**Work item**
Copy out each line containing "change" from the entries below.

:: Records shown

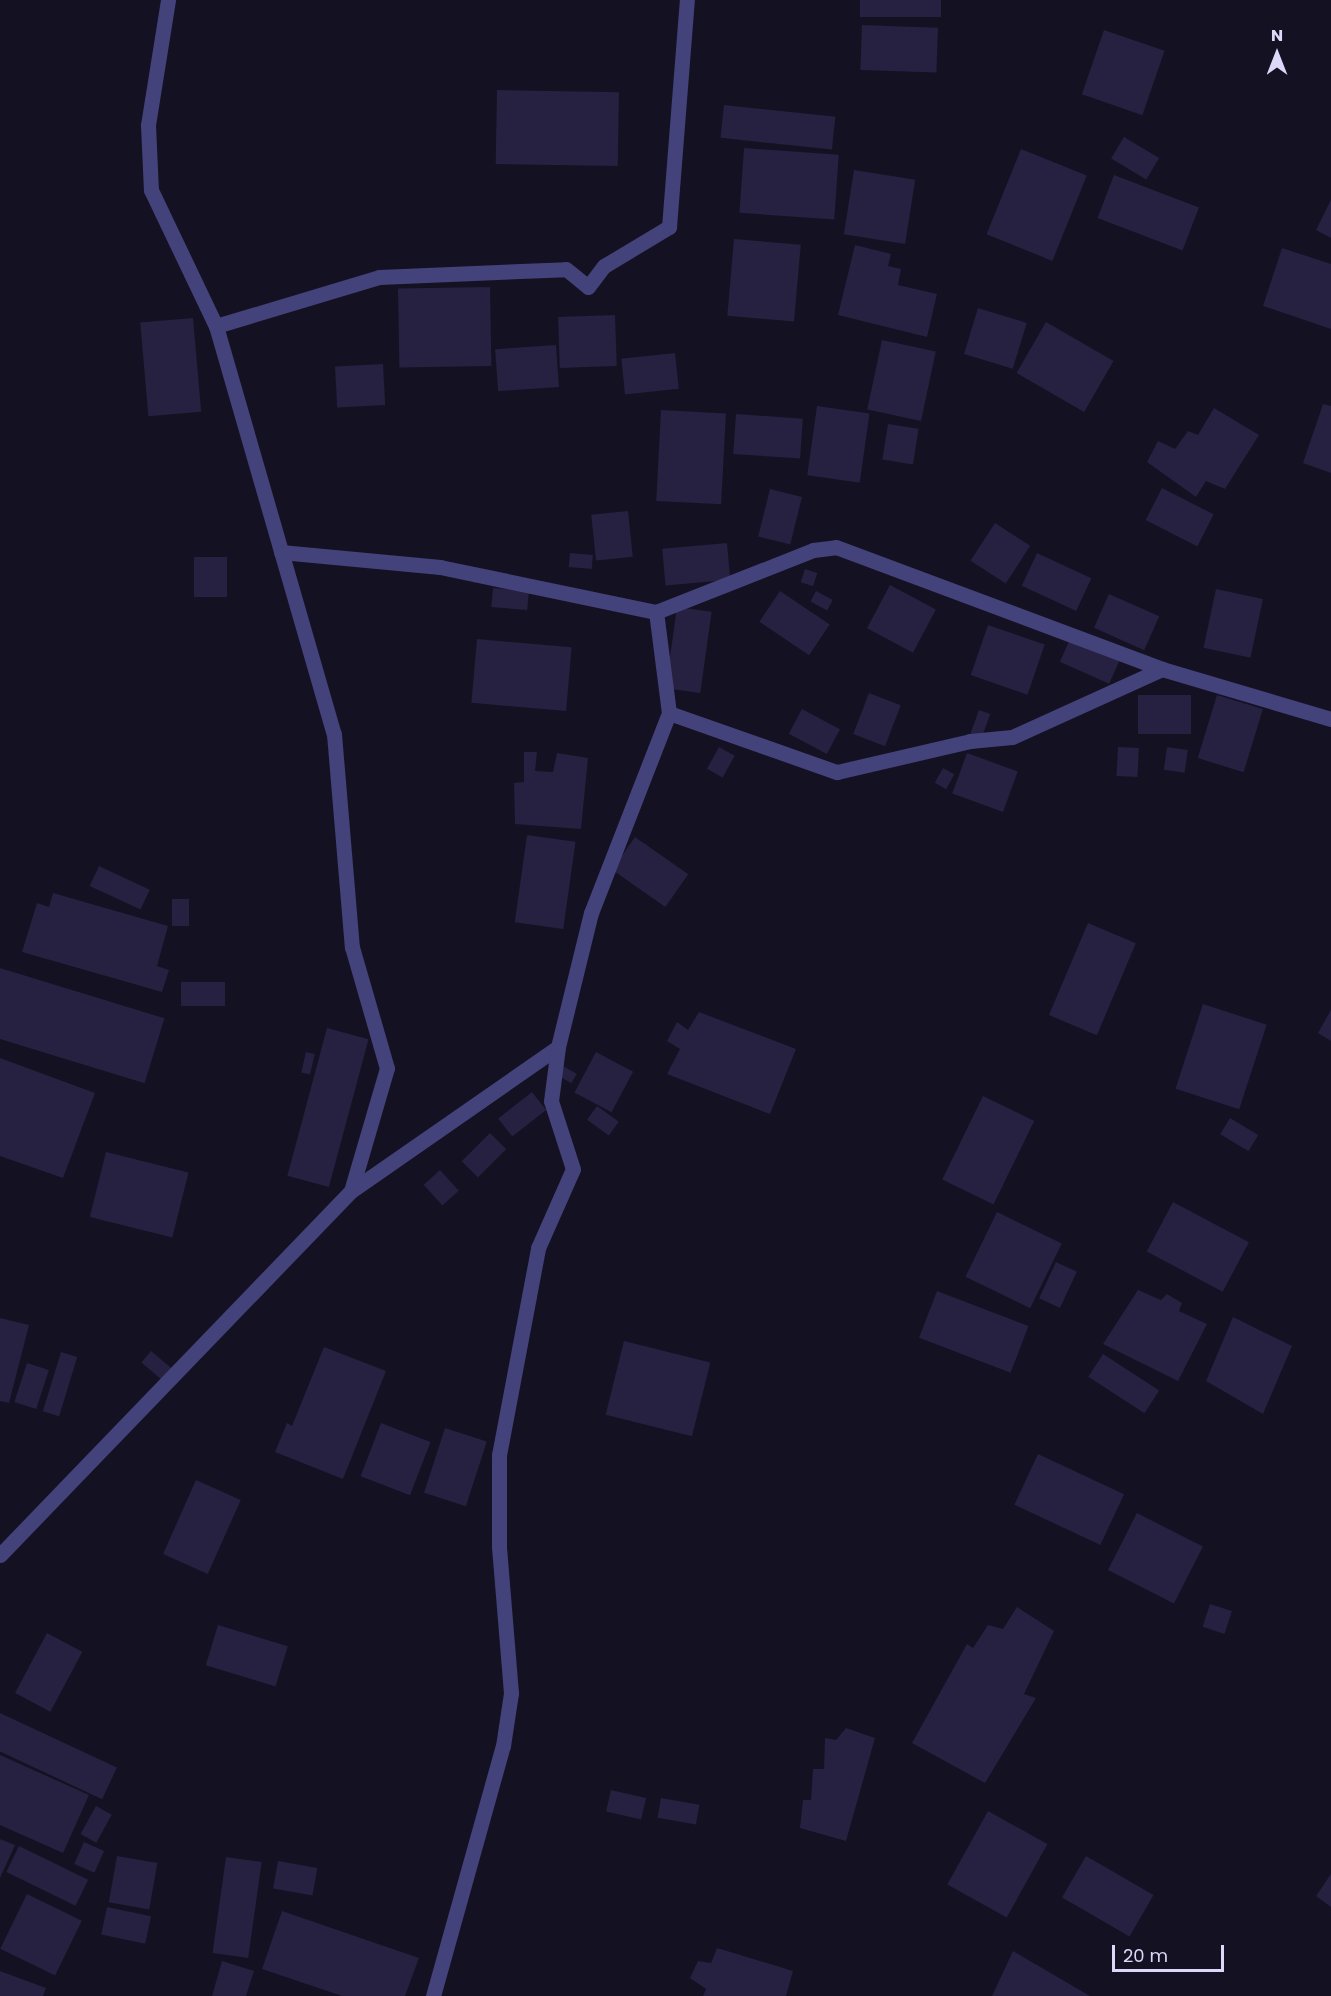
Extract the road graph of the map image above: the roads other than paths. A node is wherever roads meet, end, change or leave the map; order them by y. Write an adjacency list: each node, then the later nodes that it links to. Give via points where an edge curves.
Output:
1 (168, 0): 3 (street, via 148,125 151,190)
2 (687, 0): 3 (street, via 669,227 604,266 588,287 566,269 378,277)
3 (216, 326): 4 (street)
4 (281, 552): 5 (street, via 440,567); 10 (street, via 334,734 352,947 387,1068)
5 (656, 612): 6 (street, via 813,550 836,547); 7 (street)
6 (1162, 669): 7 (street, via 1012,737 970,741 837,772); 8 (street)
7 (669, 712): 9 (street, via 591,913)
8 (1331, 719)
9 (558, 1047): 10 (street); 12 (street, via 551,1101 573,1169 538,1248 500,1455 500,1547 511,1693 503,1746)
10 (351, 1191): 11 (street)
11 (0, 1555)
12 (433, 1996)

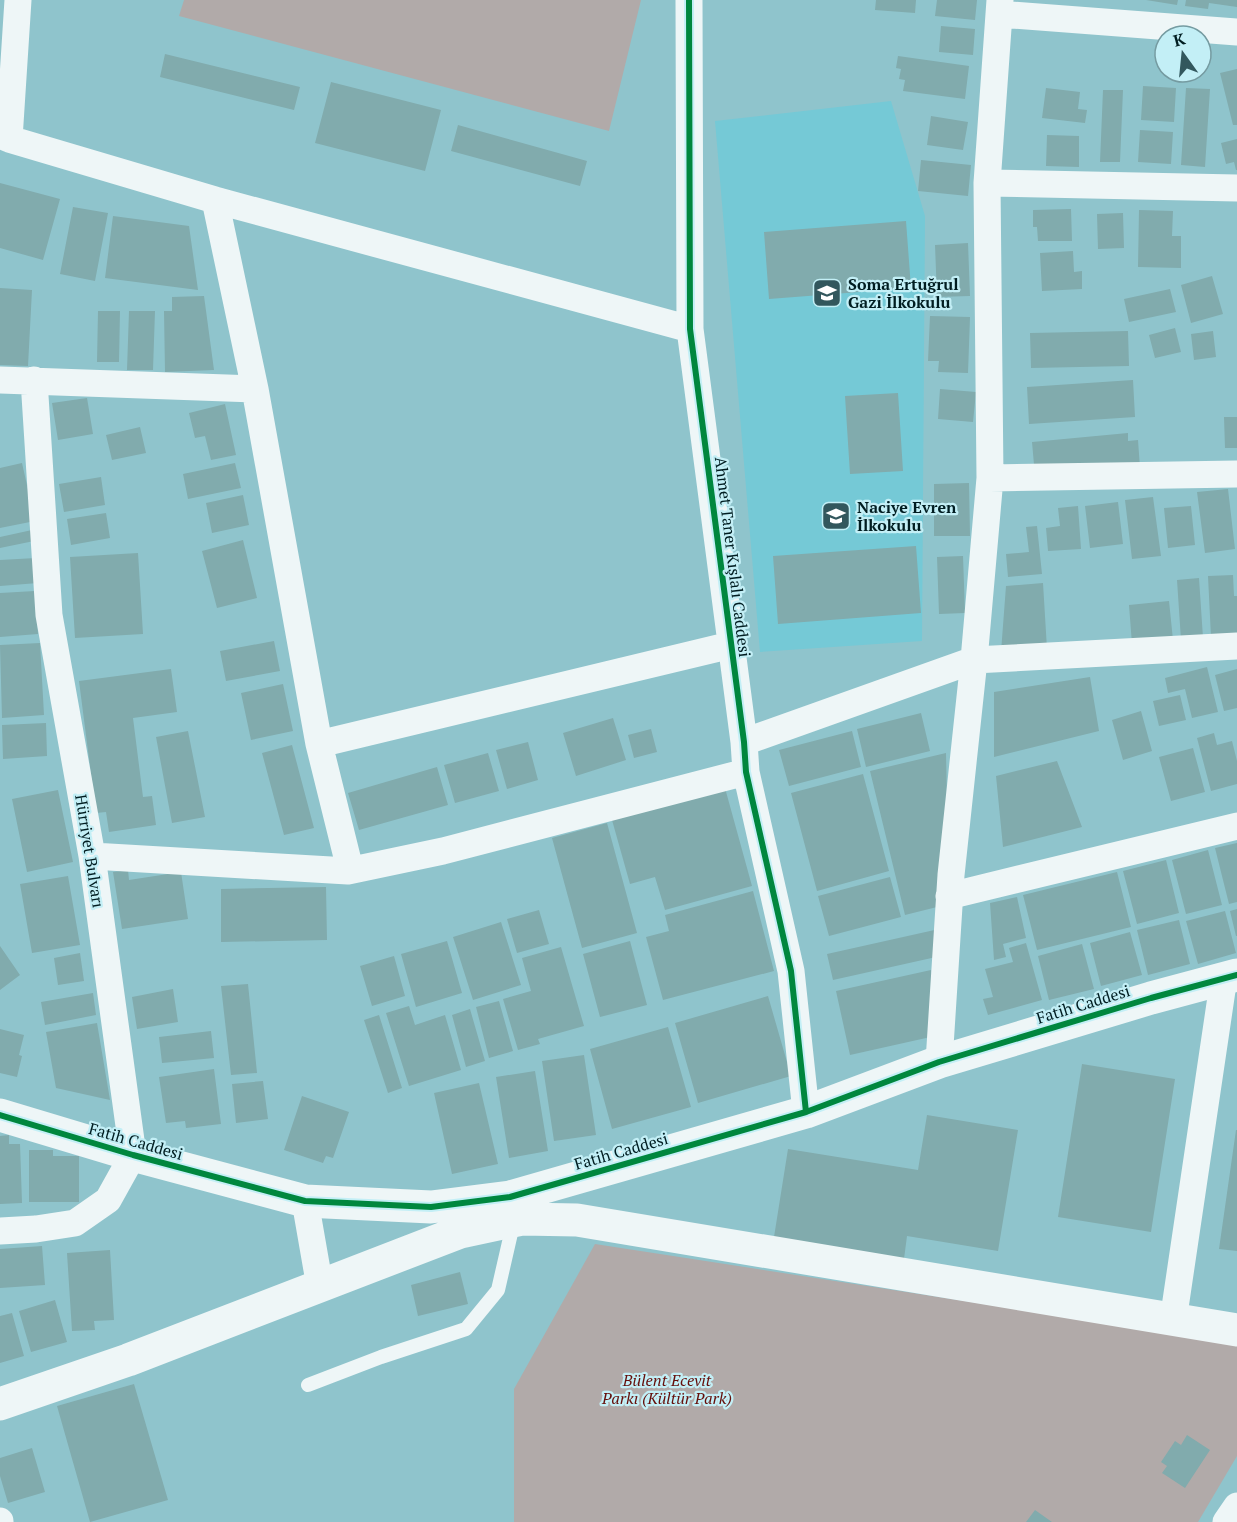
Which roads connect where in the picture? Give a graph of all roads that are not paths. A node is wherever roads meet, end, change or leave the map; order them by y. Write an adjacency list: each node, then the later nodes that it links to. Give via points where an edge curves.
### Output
1 (18, 0): 5 (street)
2 (689, 0): 9 (street, Ahmet Taner Kışlalı Caddesi)
3 (999, 7): 4 (street); 6 (street)
4 (1237, 32)
5 (5, 137): 8 (street)
6 (987, 183): 7 (street); 14 (street)
7 (1237, 188)
8 (215, 200): 9 (street); 12 (street)
9 (690, 329): 15 (street, Ahmet Taner Kışlalı Caddesi)
10 (0, 380): 11 (street)
11 (34, 380): 12 (street); 22 (street, Hürriyet Bulvarı, via 49,615)
12 (255, 389): 19 (street)
13 (1237, 474): 14 (street)
14 (990, 478): 17 (street)
15 (731, 645): 18 (street, Ahmet Taner Kışlalı Caddesi); 19 (street)
16 (1237, 646): 17 (street)
17 (974, 660): 18 (street); 24 (street)
18 (744, 742): 20 (street, Ahmet Taner Kışlalı Caddesi)
19 (319, 744): 23 (street)
20 (746, 772): 23 (street, via 443,851); 27 (street, Ahmet Taner Kışlalı Caddesi, via 791,971)
21 (1237, 826): 24 (street)
22 (92, 856): 23 (street); 29 (street, Hürriyet Bulvarı)
23 (350, 869)
24 (949, 896): 26 (street)
25 (1231, 976): 26 (street, Fatih Caddesi); 35 (street)
26 (939, 1062): 27 (street, Fatih Caddesi)
27 (806, 1112): 30 (street, Fatih Caddesi)
28 (0, 1115): 29 (street, Fatih Caddesi)
29 (133, 1155): 31 (street, Fatih Caddesi); 33 (street, via 108,1200 75,1223)
30 (575, 1197): 31 (street, Fatih Caddesi, via 510,1197 431,1207); 32 (street); 35 (street)
31 (305, 1201): 34 (street)
32 (510, 1221): 34 (street, via 460,1232); 37 (lane, via 512,1229 498,1290 466,1329)
33 (0, 1231)
34 (320, 1287): 38 (street)
35 (1173, 1321): 36 (street)
36 (1237, 1330)
37 (308, 1385)
38 (0, 1404)
39 (1237, 1506): 40 (street)
40 (1226, 1522)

::::

**Answer box**
Extract the road graph of the map image above: the roads other than paths. A node is wherever roads meet, end, change or leave the map; order them by y. Write an adjacency list: each node, then the later nodes that it links to. Give via points where an edge curves.
Which roads connect where in the picture? Give a graph of all roads that are not paths. A node is wherever roads meet, end, change or leave the map; order them by y. Write an adjacency list: each node, then the later nodes that it links to. Give via points where an edge curves.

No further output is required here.